Reflexivity of $\ell^p$ I'm having bad difficulties in understanding how to prove that $\ell^p$ with $1<p<\infty$ are reflexive spaces.
Every text I have consulted give that as a trivial result because "observing that $(\ell^p)^{\ast\ast} = ((\ell^p)^\ast)^\ast$, $\ell^q$ is isomorphic to $(\ell^p)^\ast$ and $\ell^p$ is isomorphic to $(\ell^q)^\ast$ then $(\ell^p)^{\ast\ast}$is isomorphic to $\ell^p$ and the result follows trivially".
Maybe trivially for you, books!! I want to show formally that the canonical application $J_{\ell^p}:\ell^p \rightarrow (\ell^p)^{\ast\ast}$ is surjective.
I tried for hours but nothing, I'm blocked.
Let be $j_p: \ell^q \rightarrow (\ell^p)^\ast$ and $j_q: \ell^p \rightarrow (\ell^q)^\ast$ the isomorphisms that I have.
Let be $z \in (\ell^p)^{\ast\ast}$. I want to find an $x \in \ell^p$ such that $J_{\ell^p}(x)=z$, i.e. $\langle z,x'\rangle=\langle x',x\rangle$ for every $x' \in (\ell^p)^\ast$.
Probabily there will be many "$j_p, j_q, j_p^{-1}, j_q^{-1},J_{\ell^p}$" but I have no idea about how to choose them.
Some help is greatly appreciated!
Thank you!
 A: So you have the canonical maps:

$$\begin{cases} f_q: \ell^p\to (\ell^q)^* \\ f_p: (\ell^q)^*\to (\ell^p)^{**}\end{cases}$$

which are the isomorphisms between $\ell^p$ and $(\ell^q)^*$ and $\ell^q$ and $(\ell^p)^*$ respectively.

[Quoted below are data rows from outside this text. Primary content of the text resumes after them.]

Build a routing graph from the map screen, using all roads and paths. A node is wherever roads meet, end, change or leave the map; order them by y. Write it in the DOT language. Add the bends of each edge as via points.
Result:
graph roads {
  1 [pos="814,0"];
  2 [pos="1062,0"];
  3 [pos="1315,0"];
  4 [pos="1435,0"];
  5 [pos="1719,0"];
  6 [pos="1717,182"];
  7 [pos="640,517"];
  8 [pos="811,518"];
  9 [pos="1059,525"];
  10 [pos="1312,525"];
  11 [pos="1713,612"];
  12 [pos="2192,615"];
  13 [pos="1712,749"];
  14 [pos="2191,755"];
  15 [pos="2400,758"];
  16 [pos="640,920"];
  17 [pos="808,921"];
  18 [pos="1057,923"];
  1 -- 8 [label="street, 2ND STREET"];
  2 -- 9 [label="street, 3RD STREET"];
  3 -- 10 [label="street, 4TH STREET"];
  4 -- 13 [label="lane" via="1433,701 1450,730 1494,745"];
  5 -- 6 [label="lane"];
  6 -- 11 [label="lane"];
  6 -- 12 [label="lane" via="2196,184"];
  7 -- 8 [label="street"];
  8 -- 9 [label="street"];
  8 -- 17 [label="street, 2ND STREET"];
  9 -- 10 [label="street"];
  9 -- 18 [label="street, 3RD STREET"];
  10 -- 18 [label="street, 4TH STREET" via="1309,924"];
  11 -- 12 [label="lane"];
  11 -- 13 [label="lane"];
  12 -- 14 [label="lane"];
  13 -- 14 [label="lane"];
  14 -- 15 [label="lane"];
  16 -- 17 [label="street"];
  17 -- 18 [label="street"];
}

Then just write $f_p\circ f_q=j_p:\ell^p\to (\ell^p)^{**}$.
A: This is the answer I've unravelled:
Let $z \in (\ell^p)^{\ast\ast}$.
I want to prove that exists $x \in \ell^p$ such that $\langle z,f\rangle=\langle f,x \rangle$ for every $f \in (\ell^p)^\ast$.
I know that there are the isomorphisms:
$j_p: \ell^q \rightarrow (\ell^p)^\ast$ and $j_q: \ell^p \rightarrow (\ell^q)^\ast$
Now, fix $z \in (\ell^p)^{\ast\ast}$.
$\langle z, f\rangle = \langle z, j_p(y)\rangle$ for some $y$ in $\ell^q$.

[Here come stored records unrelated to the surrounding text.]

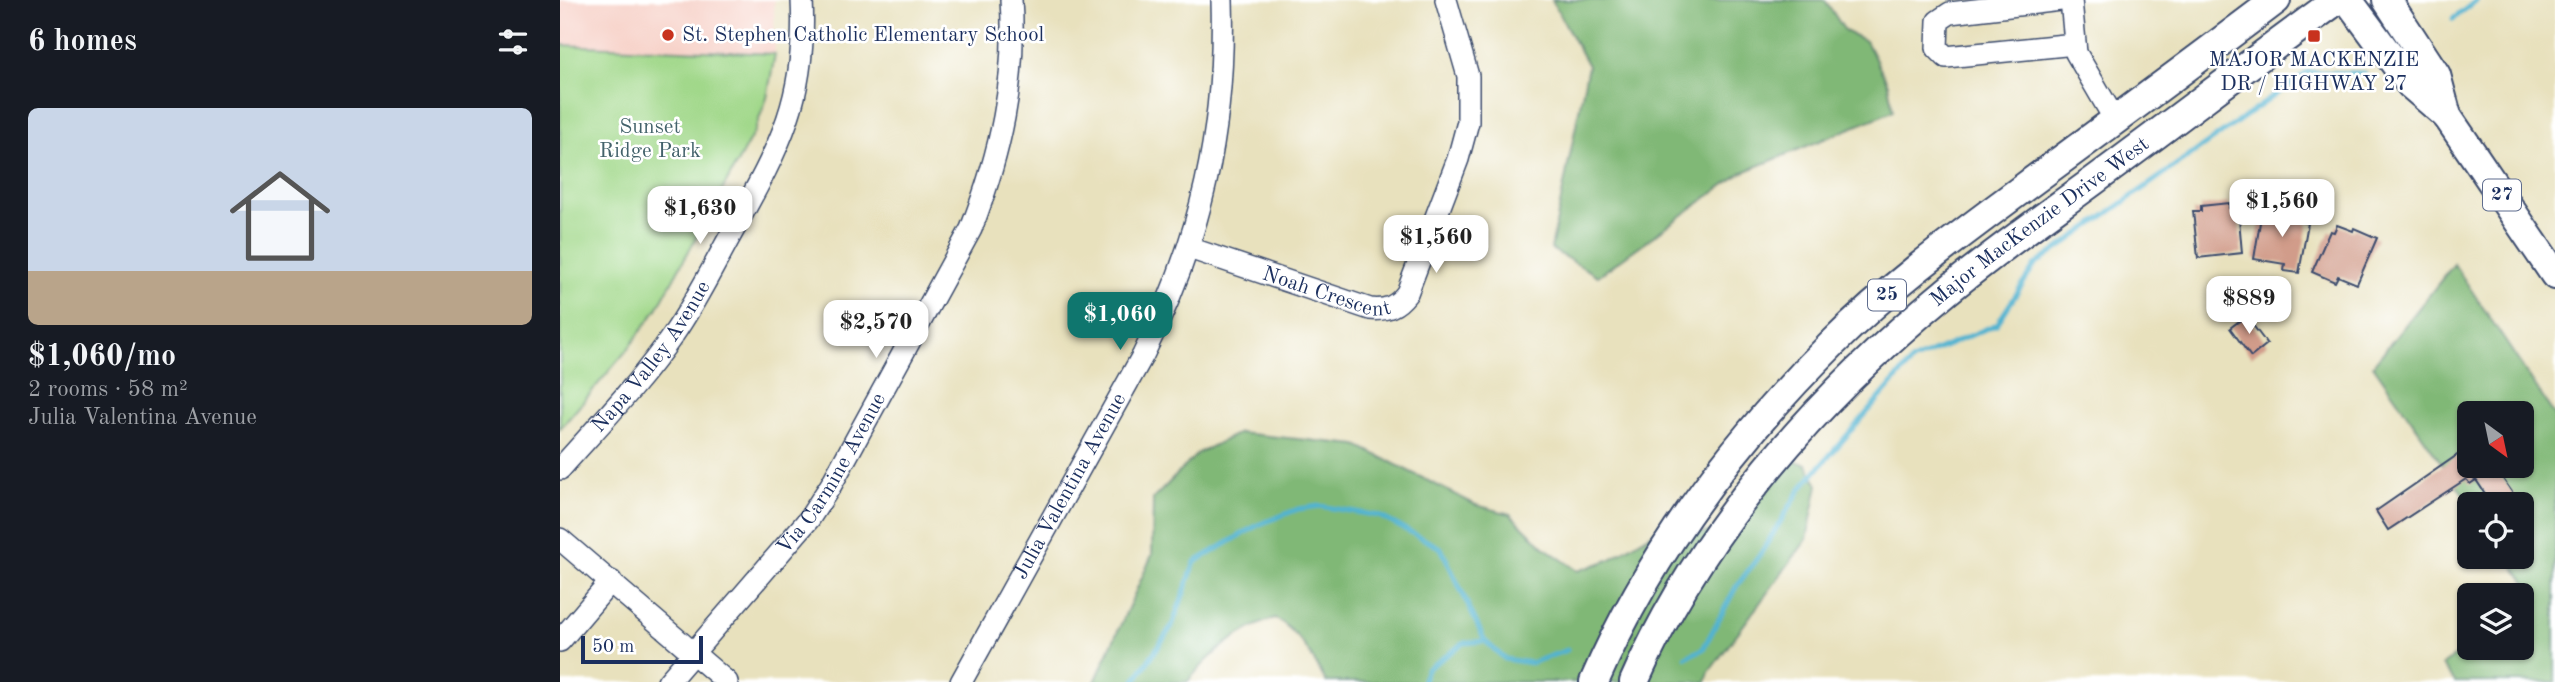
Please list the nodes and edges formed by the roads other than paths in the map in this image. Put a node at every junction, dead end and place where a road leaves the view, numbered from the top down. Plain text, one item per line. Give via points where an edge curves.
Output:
1 (802, 0) edge
2 (1011, 0) edge
3 (1222, 0) edge
4 (1446, 0) edge
5 (2061, 0) edge
6 (2071, 0) edge
7 (2276, 0) edge
8 (2337, 0) edge
9 (2348, 0) edge
10 (2387, 0) edge
11 (2075, 44) junction
12 (2447, 116) junction
13 (2115, 120) junction
14 (1189, 248) junction
15 (2555, 275) edge
16 (560, 469) edge
17 (560, 539) edge
18 (611, 581) junction
19 (560, 641) edge
20 (694, 653) junction
21 (668, 682) edge
22 (727, 682) edge
23 (961, 682) edge
24 (1594, 682) edge
25 (1634, 682) edge

1 - 16 street, Napa Valley Avenue via 800,78 788,123 771,161 675,333
2 - 20 street, Via Carmine Avenue via 1007,108 971,229 809,519
3 - 14 street, Julia Valentina Avenue via 1218,115
4 - 14 street, Noah Crescent via 1468,76 1468,122 1449,183 1400,303 1370,309
5 - 11 street via 1950,13 1938,21 1937,48 1946,57
6 - 11 street
7 - 13 main road, Major MacKenzie Drive West / 25
8 - 25 main road, Major MacKenzie Drive West / 25 via 1947,291 1847,381 1748,494 1701,560
9 - 12 main road, 27 via 2411,85
10 - 12 main road, 27 via 2436,75
11 - 13 street
12 - 15 main road, 27
13 - 24 main road, Major MacKenzie Drive West / 25 via 1901,282 1834,341 1786,392 1735,452 1676,534 1627,615
14 - 23 street, Julia Valentina Avenue via 1143,355
17 - 18 street
18 - 19 street
18 - 20 street
20 - 21 street, Via Carmine Avenue
20 - 22 street

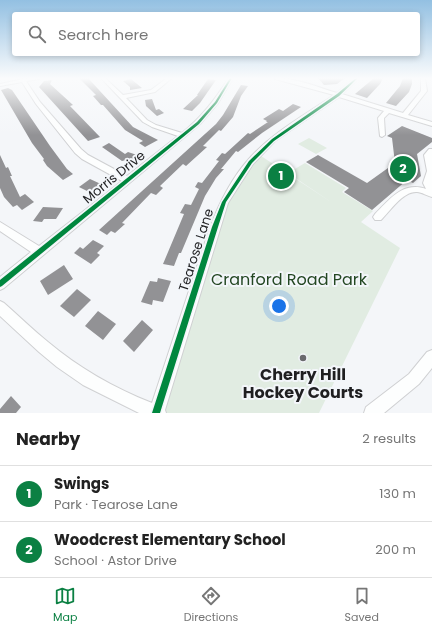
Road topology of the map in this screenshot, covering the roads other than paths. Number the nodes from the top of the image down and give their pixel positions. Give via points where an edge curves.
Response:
1 (34, 97) edge
2 (123, 97) edge
3 (218, 97) edge
4 (335, 97) edge
5 (346, 97) edge
6 (419, 97) edge
7 (388, 110) junction
8 (405, 115) junction
9 (432, 124) edge
10 (183, 135) junction
11 (382, 135) dead end
12 (432, 151) edge
13 (127, 180) junction
14 (432, 193) edge
15 (378, 217) dead end
16 (0, 226) edge
17 (40, 252) junction
18 (0, 284) edge
19 (0, 307) edge
20 (432, 357) edge
21 (157, 413) edge
22 (372, 413) edge

1 - 13 street via 78,152
2 - 10 street via 145,121
3 - 10 street, Morris Drive via 207,114
4 - 21 street, Tearose Lane via 265,147 250,162 224,202
5 - 7 street
6 - 8 street
7 - 8 street
7 - 11 street via 381,118
8 - 9 street
10 - 13 street, Morris Drive
12 - 14 street via 428,155 431,171 427,183
13 - 17 street, Morris Drive
14 - 15 street via 417,189 408,191
16 - 17 street
17 - 18 street, Morris Drive
19 - 21 street via 76,373 105,390
20 - 22 street via 414,379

I define $g(y)=\langle z, j_p(y)\rangle$. It's seen that $g$ is an element of $(\ell^q)^\ast$
then
$\langle z, f\rangle = \langle z, j_p(y)\rangle = \langle g, y \rangle$
Being an element of $(\ell^q)^\ast$, the number $\langle g, y \rangle$ can be represented as $\sum_{k=1}^\infty x_ky_k$ for some $x \in \ell^p$
Now fix that $x$. This sum, $\sum_{k=1}^\infty x_ky_k$ can be seen as a functional $u$ on $\ell^p$ described by $j_p(y)$.
Then $u=f$ and $\langle z, f\rangle = \langle z, j_p(y)\rangle = \langle g, y \rangle = \sum_{k=1}^\infty x_ky_k = \langle f,x \rangle$ as I wanted.
${}$
Now the answer seems correct to me, but still a bit confused because I would like to avoid to mix the $\langle \cdot, \cdot \rangle$ with the sum notation. And some suggestions to avoid that are appreciated.
After I would like to understand why the answer provided by Adam Hughes is rigorous:
why does he claims that his $f_p: (\ell^q)^*\to (\ell^p)^{**}$ is the equality isomorphism? Indeed it's needed the isomorphism $j_p: \ell^q \rightarrow (\ell^p)^\ast$ to show that it is the equality isomorphism, but how? And then, acknowledged that his $f_p\circ f_q$ is an isomorphism from $l^p$ to $(l^p)^{\ast\ast}$, why it is said that it's equal to the canonical isomorphism?
I'm slow in understanding... I know! :-p